Task prompt
Each record that follows is to be duplicated exactly, though its pictures are not.

[Records contained in a dataset]

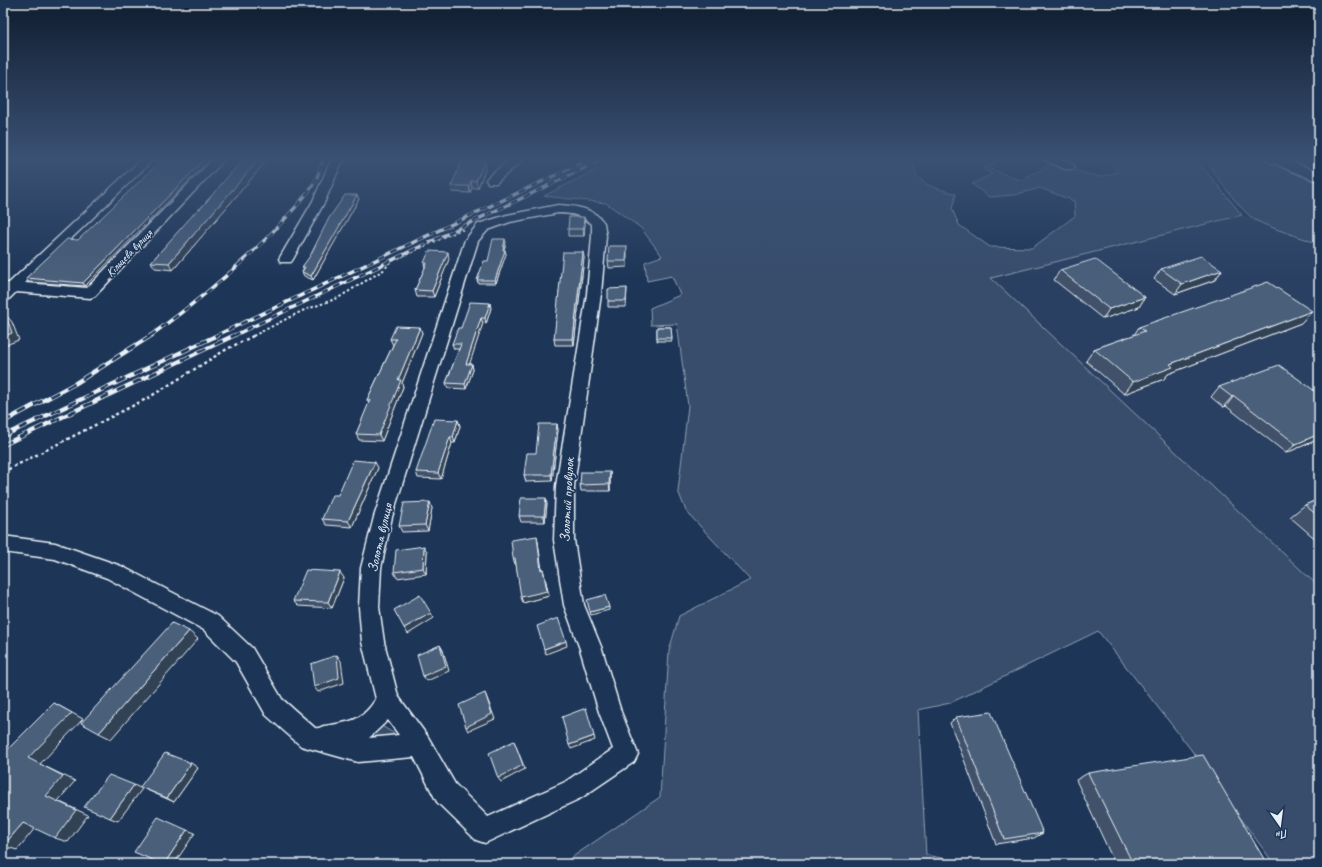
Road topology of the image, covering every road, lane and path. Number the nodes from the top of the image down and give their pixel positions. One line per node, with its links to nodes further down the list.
1 (105, 198): 6 (street)
2 (181, 198): 6 (street, Кільцева вулиця)
3 (320, 198): 5 (street)
4 (480, 230): 8 (path); 10 (street, Золота вулиця); 13 (street, Золотий провулок)
5 (286, 259)
6 (8, 287): 7 (street)
7 (3, 297)
8 (3, 472)
9 (3, 544): 11 (street)
10 (388, 701): 11 (street); 12 (street, Золота вулиця)
11 (308, 738): 12 (street)
12 (420, 745): 13 (street, Золота вулиця)
13 (485, 831)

Worked solution
Road topology of the image, covering every road, lane and path. Number the nodes from the top of the image down and give their pixel positions. One line per node, with its links to nodes further down the list.
1 (105, 198): 6 (street)
2 (181, 198): 6 (street, Кільцева вулиця)
3 (320, 198): 5 (street)
4 (480, 230): 8 (path); 10 (street, Золота вулиця); 13 (street, Золотий провулок)
5 (286, 259)
6 (8, 287): 7 (street)
7 (3, 297)
8 (3, 472)
9 (3, 544): 11 (street)
10 (388, 701): 11 (street); 12 (street, Золота вулиця)
11 (308, 738): 12 (street)
12 (420, 745): 13 (street, Золота вулиця)
13 (485, 831)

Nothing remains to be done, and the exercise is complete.